I put this as number 1 for a reason. If you have people in your life that are consistently making your life more difficult, or treating you in a way that triggers you, you have to start setting boundaries with them. If you have the ability to distance yourself from these people, or limit their access to you, start there. Another option is to start telling them “what you are doing/ how you are speaking to me is hurtful and I will no longer tolerate it. When you are ready to have a conversation with me respectfully, I would be happy to work this out.” Then excuse yourself. This can work in many different situation, but the most important part is that it shows the other person that they do not have permission to interact with you unless they can do so in a calm, respectful manner.

Self Care

This might look different for everyone. For most, it looks like giving yourself permission to do whatever you need to do to recharge. If that means taking a day off of work, getting a babysitter, and just staying in bed the whole day then do it! Sometimes life keeps piling onto us and little by little our cup gets depleted. Many people, especially women, find themselves tending to so many other people’s needs and neglecting their own. This can lead to irritability that can spill over into your interactions with others. In order to be the best version of yourself for you, and for everyone else in your life that you love, you have to take care of yourself. Most importantly, YOU ARE NOT SELFISH FOR TAKING TIME FOR YOU! 

Exercise 

Another form of self care! Being sedentary is not only bad for us physically, but it also impacts our mental health. Studies show that the longer you are sedentary, the more your risk of anxiety, depression, and sleep disorders will increase. On top of that, when you are sedentary, you are not producing endorphins which increases feelings of happiness and well-being. You do not have to go to the gym every single day, you simply have to find some way for you to move more. That could mean taking walks with your partner in the evenings, taking the stairs instead of elevator in your office, and getting up each hour to stretch and walk around. Whatever it looks like for you, you have got to get yourself up!

Eating Well 

My personal favorite. Let me preface this by saying that this does not mean you need to diet. I will never encourage food restriction. However, what you eat MATTERS! Start including more fruits and vegetables in your diet. It is easier to include, or substitute something rather than eliminating something so start by having at least one extra serving of fruit and one extra serving of veggies each day. You should still enjoy the fun foods from time to time, however, they should not be a daily occurrence. To learn more about why this is so important, check out my blog post on gut health! 

Minimizing Clutter 

Your environment has a massive impact on your mental health. Sometimes your environment can even be a reflection of your current mental health. I want you to assess your home, office, car, etc. Is it messy and full of random stuff you do not need? Do you find yourself holding on to too much stuff? Start throwing stuff out or donating things you do not need little by little. Once you find yourself holding on only to the things you need or that are meaningful to you, you will find that you start to feel lighter mentally as well. 

Meditation

My favorite quote by Gabby Bernstein is “You should sit in meditation for twenty minutes everyday- unless you’re too busy; then you should sit for an hour.” While I don’t necessarily agree that you need to meditate for an hour, I do agree that if your life feels hectic enough that you don’t feel you can dedicate 20 minutes to your mental health, you more than anyone else, needs to take that time for yourself. Meditation can help you re-center, become more calm, and more prepared to handle stress. Mediation is difficult at first, but if you stop putting pressure on yourself to eliminate all thoughts, and just let the thoughts flow while you notice them, then allow them to pass, you will start to see some major benefits.

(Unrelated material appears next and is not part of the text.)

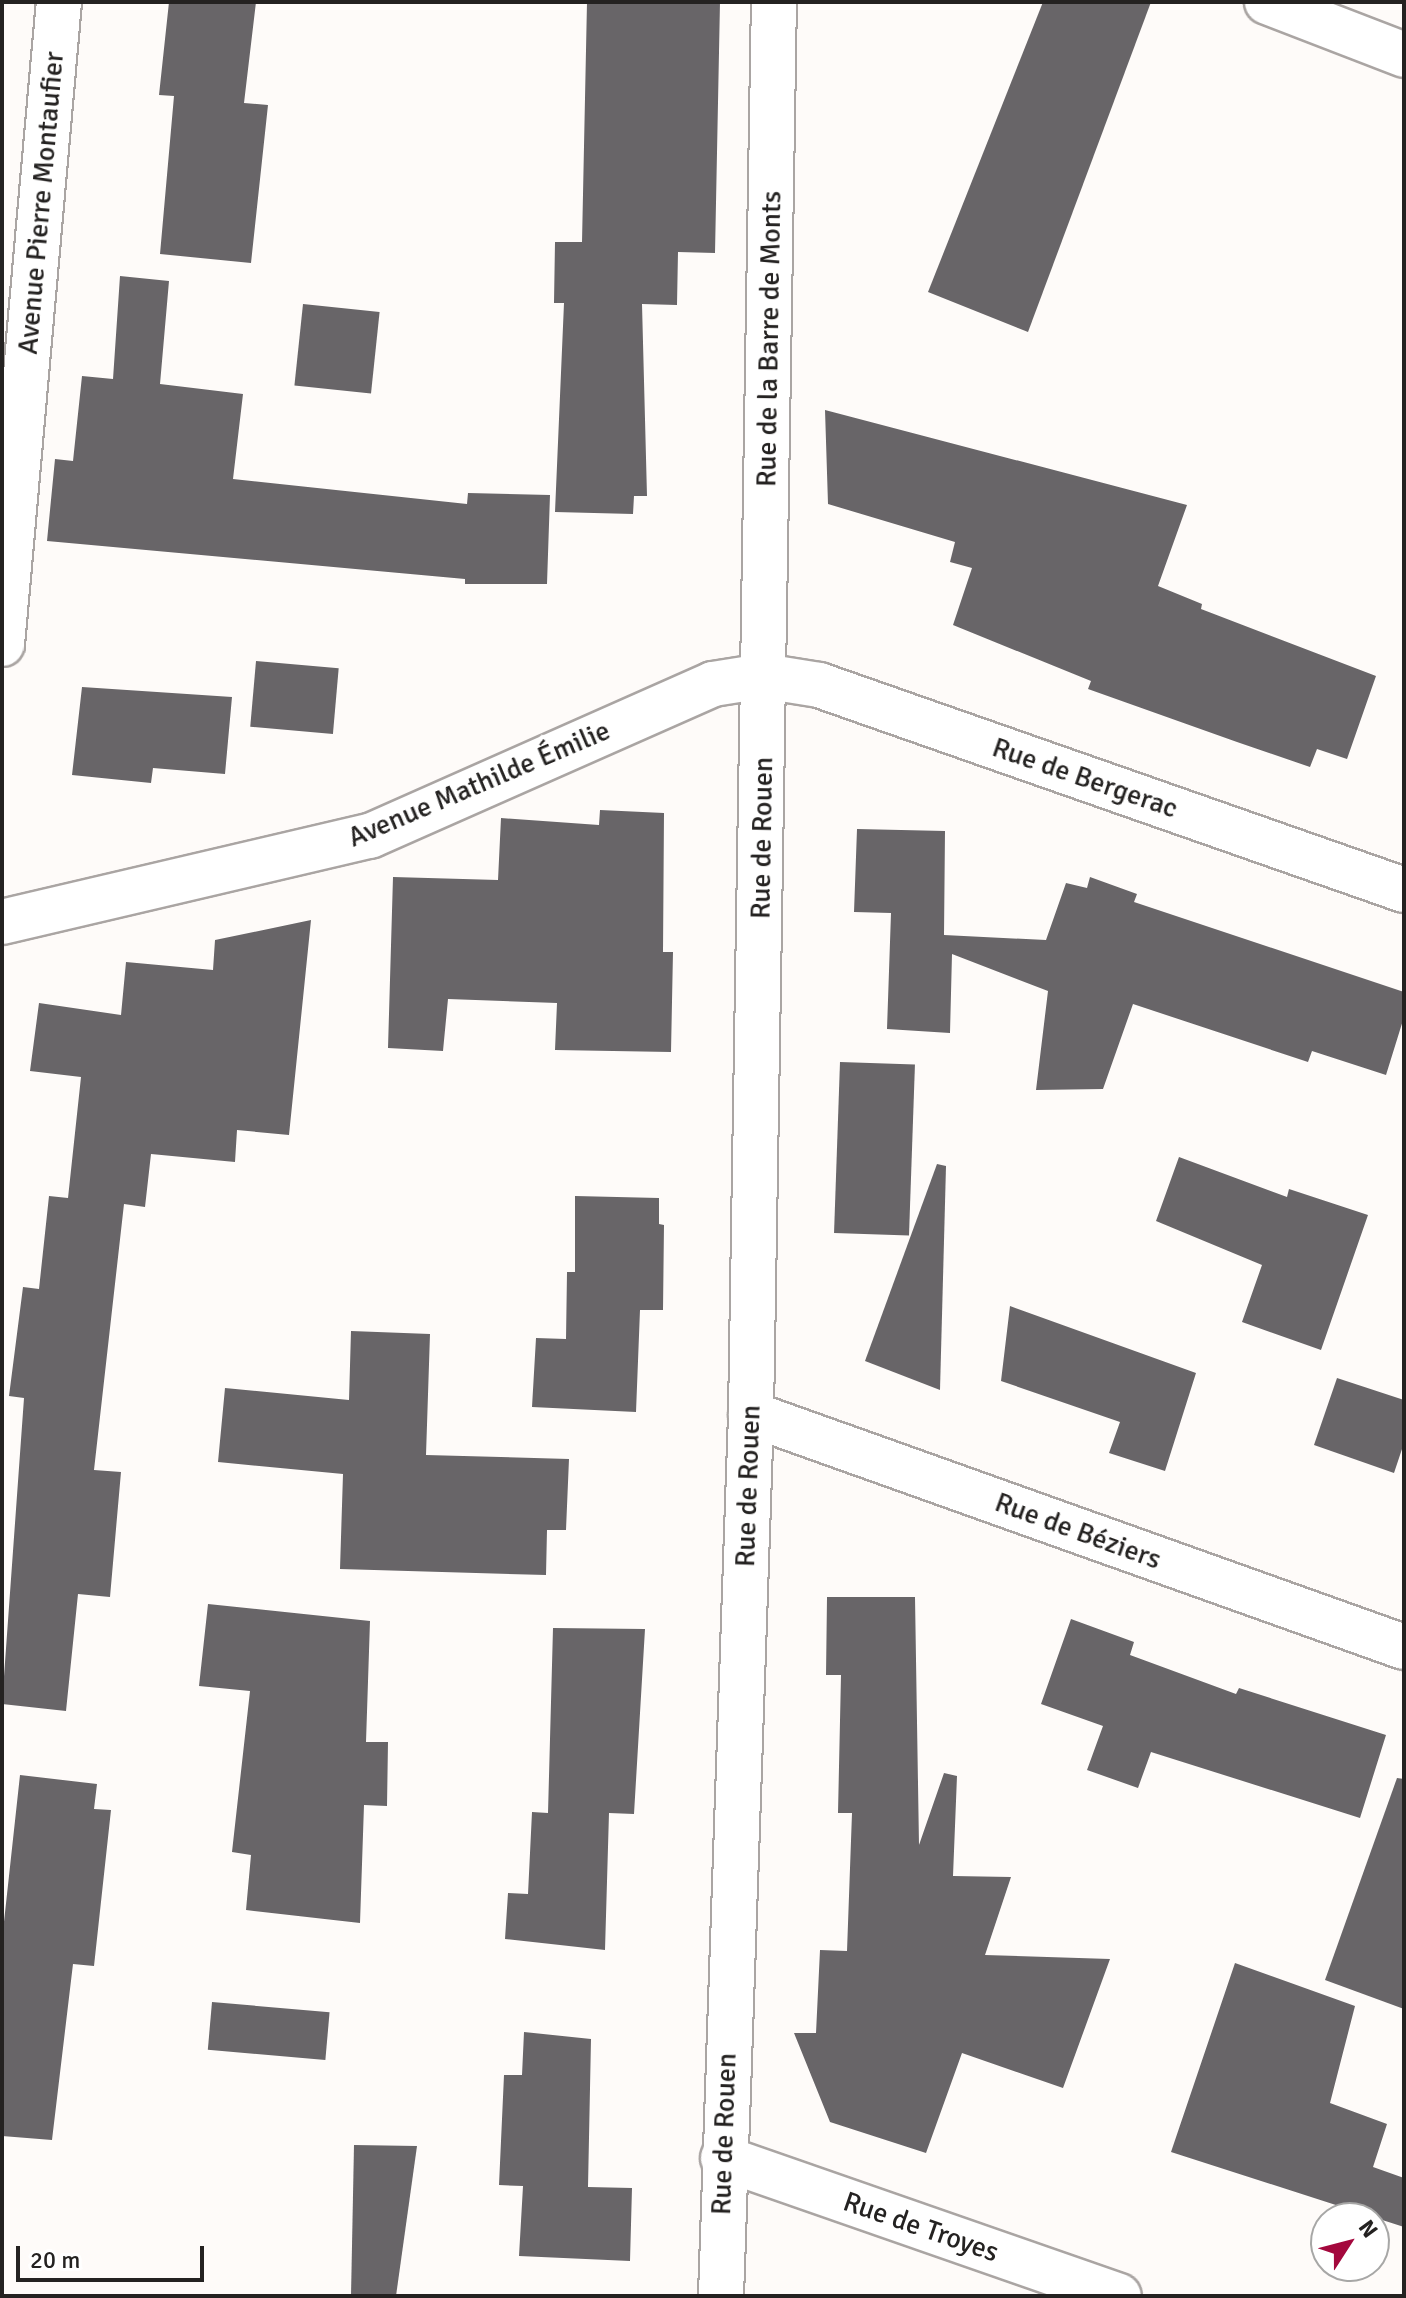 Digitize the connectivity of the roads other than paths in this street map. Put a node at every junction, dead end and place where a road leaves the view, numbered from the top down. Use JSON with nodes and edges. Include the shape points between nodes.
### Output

Assessing Potentially Harmful Content You Are Consuming

If you are anything like me, you watch/ listen to a little too much True Crime… I promise I won’t ask you to cancel your Crime Junkie Patreon membership. However, consuming dark, and depressing content consistently is like consuming junk food consistently. You may find yourself feeling paranoid, negative or angry, or possibly even depressed and your favorite show may be to blame! Try to strike a balance between funny, uplifting content, and scary, dramatic content. Just like with everything else, moderation is key!

Examine Your Roles In Conflict With Your Spouse, Family, Or Social Group

It is easy to believe that other people are to blame for the problems that arise, but when we start to get curious about how we react, or how we might have contributed to the start of the problem, we can start to change our role in it. For example, if your spouse asks you to pick your clothes up off the floor, then you roll your eyes, then your spouse goes off on you about how you always leave your clothes everywhere, your first step can be changing how you react to them asking you to pick up your clothes. This can help open up a conversation with your spouse that can lead to some serious changes in your relationship dynamic. Let me be clear, this does not apply to victims of abuse, whether physical, verbal, or emotional. If you are not a victim of abuse, typically there is some kind of pattern that both you, and the other person are contributing to.

Be Vulnerable About What You Cover in Therapy With Your Partner

When you discover something new about yourself in therapy, or discover something from your childhood that is impacting you in adulthood, talking to your partner about it can help them understand you better, and can help them feel like a part of your therapy journey. This may also allow you to open up to them about some of the issues that play a role in your relationship, since many of our understandings about how to be in a loving relationship come from our caregivers, and past relationship experiences. 

SLEEP!

I have a whole blog post about this is coming soon, illustrating how important I believe it to be. In order for your brain to properly function, it needs sleep. In order to get enough sleep, you might have to cut back on caffeine, go to bed earlier, or find a way to nap during the day but feeling well rested and clear is vital for your mental health. Imagine exploring your childhood traumas with your therapist on only a few hours of sleep! It would not be very productive. So, especially before a therapy session, make sure you feel well rested and prepared. 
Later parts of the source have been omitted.